- [What is expected] Your answer must consist solely of the line containing "pinky mcp: (179, 233)" and all subsequent lines through the end of the entries, reproduced exactly.

# # # # # # #

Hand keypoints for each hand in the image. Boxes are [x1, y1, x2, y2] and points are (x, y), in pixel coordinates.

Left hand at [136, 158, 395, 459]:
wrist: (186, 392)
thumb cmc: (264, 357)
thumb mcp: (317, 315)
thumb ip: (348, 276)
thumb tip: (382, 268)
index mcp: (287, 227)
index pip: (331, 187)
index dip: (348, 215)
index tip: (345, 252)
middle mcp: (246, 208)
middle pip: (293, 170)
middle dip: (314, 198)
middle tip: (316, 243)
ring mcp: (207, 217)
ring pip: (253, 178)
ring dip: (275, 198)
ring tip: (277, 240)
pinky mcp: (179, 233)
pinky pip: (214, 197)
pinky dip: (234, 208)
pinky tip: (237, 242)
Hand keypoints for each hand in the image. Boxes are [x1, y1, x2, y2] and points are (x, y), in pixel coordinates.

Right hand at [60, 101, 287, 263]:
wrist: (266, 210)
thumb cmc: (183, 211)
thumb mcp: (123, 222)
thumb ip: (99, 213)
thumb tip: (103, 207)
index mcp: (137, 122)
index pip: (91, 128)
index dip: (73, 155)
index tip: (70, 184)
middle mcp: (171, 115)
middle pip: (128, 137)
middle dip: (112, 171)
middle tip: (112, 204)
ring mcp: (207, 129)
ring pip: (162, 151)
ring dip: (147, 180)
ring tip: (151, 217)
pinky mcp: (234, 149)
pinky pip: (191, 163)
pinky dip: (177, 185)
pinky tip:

# # # # # # #

- [Exercise result]
pinky mcp: (179, 233)
pinky pip: (214, 197)
pinky dip: (234, 208)
pinky tip: (237, 242)
Hand keypoints for each hand in the image. Boxes are [x1, y1, x2, y2] and points are (x, y), in pixel coordinates.

Right hand at [60, 101, 287, 263]:
wrist: (266, 210)
thumb cmc: (183, 211)
thumb mcp: (123, 222)
thumb ip: (99, 213)
thumb tip: (103, 207)
index mcp: (137, 122)
index pip: (91, 128)
index dip: (73, 155)
index tip: (70, 184)
middle mcp: (171, 115)
middle pip: (128, 137)
middle dip: (112, 171)
middle tip: (112, 204)
ring mcp: (207, 129)
ring pip: (162, 151)
ring dip: (147, 180)
ring tip: (151, 217)
pinky mcp: (234, 149)
pinky pip: (191, 163)
pinky dip: (177, 185)
pinky tip:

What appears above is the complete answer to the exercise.